##### SOURCE DATA

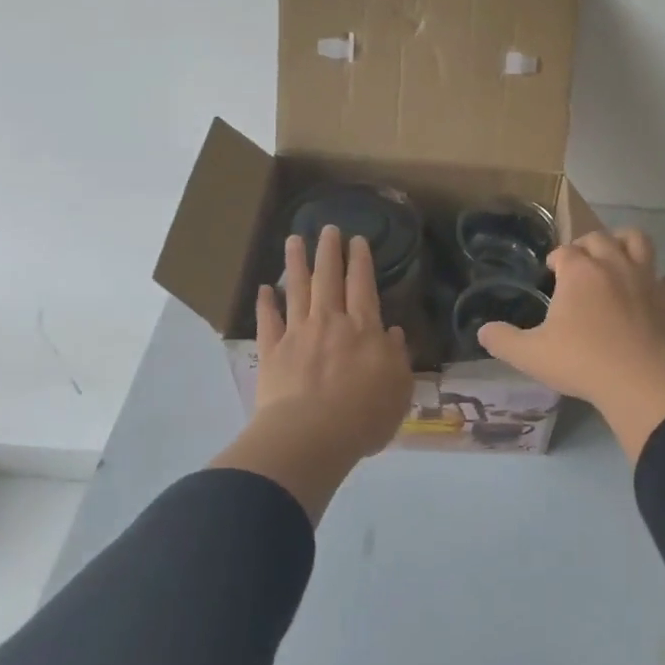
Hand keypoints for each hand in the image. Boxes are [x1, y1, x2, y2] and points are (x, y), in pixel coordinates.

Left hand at [211, 226, 412, 521]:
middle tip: (327, 228)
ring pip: (298, 290)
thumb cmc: (364, 415)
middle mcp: (331, 322)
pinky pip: (269, 321)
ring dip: (296, 263)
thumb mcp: (399, 388)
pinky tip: (265, 289)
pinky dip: (266, 303)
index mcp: (364, 329)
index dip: (360, 261)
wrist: (311, 436)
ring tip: (294, 240)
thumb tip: (394, 333)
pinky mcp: (272, 352)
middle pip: (329, 279)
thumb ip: (398, 357)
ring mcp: (298, 334)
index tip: (356, 240)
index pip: (363, 286)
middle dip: (329, 252)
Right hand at [477, 228, 664, 462]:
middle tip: (580, 264)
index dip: (557, 258)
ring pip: (639, 242)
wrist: (639, 380)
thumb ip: (503, 341)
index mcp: (579, 272)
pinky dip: (663, 283)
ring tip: (618, 257)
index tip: (552, 272)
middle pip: (599, 238)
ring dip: (627, 243)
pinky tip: (655, 294)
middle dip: (587, 245)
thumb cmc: (581, 362)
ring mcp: (646, 280)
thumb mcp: (530, 355)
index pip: (565, 251)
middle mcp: (613, 265)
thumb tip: (482, 331)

##########

[WHAT IS BEING ASKED] In your copy, repeat each record exactly and include no pictures.

[RESULT OF THIS EXERCISE]
Hand keypoints for each hand in the image. Boxes are [x1, y1, x2, y2] and points are (x, y), in pixel coordinates.

Left hand at [211, 226, 412, 521]:
middle tip: (327, 228)
ring pip: (298, 290)
thumb cmc: (364, 415)
middle mcp: (331, 322)
pinky pip: (269, 321)
ring dip: (296, 263)
thumb mcp: (399, 388)
pinky tip: (265, 289)
pinky dip: (266, 303)
index mcp: (364, 329)
index dip: (360, 261)
wrist: (311, 436)
ring tip: (294, 240)
thumb tip: (394, 333)
pinky mcp: (272, 352)
middle pip: (329, 279)
thumb ip: (398, 357)
ring mcp: (298, 334)
index tip: (356, 240)
index pip: (363, 286)
middle dip: (329, 252)
Right hand at [477, 228, 664, 462]:
middle tip: (580, 264)
index dip: (557, 258)
ring pip: (639, 242)
wrist: (639, 380)
thumb ip: (503, 341)
index mcp: (579, 272)
pinky dip: (663, 283)
ring tip: (618, 257)
index tip: (552, 272)
middle pip: (599, 238)
ring dip: (627, 243)
pinky tip: (655, 294)
middle dip: (587, 245)
thumb cmc: (581, 362)
ring mcp: (646, 280)
thumb mcp: (530, 355)
index pip: (565, 251)
middle mcp: (613, 265)
thumb tip: (482, 331)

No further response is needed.